Open Superconducting Quantum Computers

The OpenSuperQPlus Framework Partnership Agreement (FPA) has created a roadmap for developing a full-stack superconducting quantum computing system during 2023-2029, as well as a roadmap that also looks forward beyond 2030. OpenSuperQPlus is divided into two project phases, with the goal of delivering a 1,000 qubit quantum computer based on European technology. In the first phase, OpenSuperQPlus100, the target is to deliver full-stack quantum computer demonstrators, one of which will contain at least 100 high-quality qubits. A major focal point will be to increase the number of entangled qubits towards 50, which is near the point where the simulation capacity of classical supercomputers is exceeded. OpenSuperQplus100 delivers the necessary components to achieve that goal.

Software is an integral part of the project. The collaboration within OpenSuperQPlus100 will deliver an enabling software stack that allows for remote cloud access and access through HPC centers, in a unified HPC+QC setting. In addition, a software library of relevant algorithms and use cases will be provided. This is completed by a test and benchmarking suite, exploring the potential realization of beyond-classical performance in real-world applications.

The agenda of OpenSuperQPlus100 is looking ahead in developing, testing, and down-selecting technologies that are needed to reach a 1,000 qubit quantum computing system in the second phase of the FPA. The project also contains structured activities in standardization, education, and ethics. This will inform larger European discussions, spread knowledge, and create a European-wide quantum ecosystem.

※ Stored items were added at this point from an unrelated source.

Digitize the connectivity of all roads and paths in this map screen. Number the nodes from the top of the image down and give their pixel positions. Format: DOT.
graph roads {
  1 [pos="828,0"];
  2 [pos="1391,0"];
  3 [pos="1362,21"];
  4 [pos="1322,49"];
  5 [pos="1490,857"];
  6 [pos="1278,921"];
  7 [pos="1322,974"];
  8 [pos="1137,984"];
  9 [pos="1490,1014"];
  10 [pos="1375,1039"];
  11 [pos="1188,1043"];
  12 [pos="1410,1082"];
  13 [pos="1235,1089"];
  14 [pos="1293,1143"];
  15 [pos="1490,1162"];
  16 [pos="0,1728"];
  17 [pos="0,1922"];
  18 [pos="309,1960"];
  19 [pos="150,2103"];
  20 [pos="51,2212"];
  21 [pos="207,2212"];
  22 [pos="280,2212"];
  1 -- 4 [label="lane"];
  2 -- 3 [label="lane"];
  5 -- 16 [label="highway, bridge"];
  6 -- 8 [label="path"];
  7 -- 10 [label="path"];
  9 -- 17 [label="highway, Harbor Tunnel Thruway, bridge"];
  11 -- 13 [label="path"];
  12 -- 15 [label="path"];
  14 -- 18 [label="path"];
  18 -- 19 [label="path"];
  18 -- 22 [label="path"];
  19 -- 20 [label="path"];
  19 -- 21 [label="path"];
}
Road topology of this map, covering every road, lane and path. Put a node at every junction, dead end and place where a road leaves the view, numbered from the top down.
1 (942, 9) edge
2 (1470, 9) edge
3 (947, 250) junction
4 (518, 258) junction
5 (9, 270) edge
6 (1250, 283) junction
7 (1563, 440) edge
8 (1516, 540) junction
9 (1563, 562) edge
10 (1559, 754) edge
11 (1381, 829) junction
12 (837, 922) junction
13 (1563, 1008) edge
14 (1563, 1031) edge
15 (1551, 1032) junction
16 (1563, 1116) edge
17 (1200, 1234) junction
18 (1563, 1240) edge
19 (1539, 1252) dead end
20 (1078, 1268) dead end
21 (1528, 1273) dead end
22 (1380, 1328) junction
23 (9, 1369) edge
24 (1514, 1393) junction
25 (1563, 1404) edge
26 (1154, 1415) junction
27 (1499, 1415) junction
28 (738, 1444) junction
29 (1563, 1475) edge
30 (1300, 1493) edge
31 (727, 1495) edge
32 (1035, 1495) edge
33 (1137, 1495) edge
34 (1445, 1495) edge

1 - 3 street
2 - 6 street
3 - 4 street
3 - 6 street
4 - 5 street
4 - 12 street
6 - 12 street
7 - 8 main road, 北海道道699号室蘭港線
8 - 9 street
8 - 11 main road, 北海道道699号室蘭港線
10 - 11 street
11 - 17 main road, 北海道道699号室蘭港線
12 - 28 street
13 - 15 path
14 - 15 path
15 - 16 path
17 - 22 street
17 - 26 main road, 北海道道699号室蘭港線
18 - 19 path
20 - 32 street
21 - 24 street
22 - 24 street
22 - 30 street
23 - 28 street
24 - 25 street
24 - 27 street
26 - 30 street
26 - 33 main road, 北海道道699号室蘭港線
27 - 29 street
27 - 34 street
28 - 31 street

The OpenSuperQPlus100 consortium consists of 28 partners from 10 countries, including research and technology organizations, universities, and leading European quantum technology companies. In the effort on efficient integration of quantum computing resources into practically useful hybrid quantum/classical HPC workflows, CSC leads the task on unifying cloud access to the various quantum computer systems within the project. This draws on synergies from several existing programmes for setting up user-friendly access portals throughout Europe. Also, together with IQM Quantum Computers, CSC will extend the capability of the Elmer finite element code to enable highly parallel and efficient quantum processing unit (QPU) circuit design and simulation. The focus will be on extending the modeling tool to enable running unprecedentedly large, computationally demanding jobs on HPC infrastructure.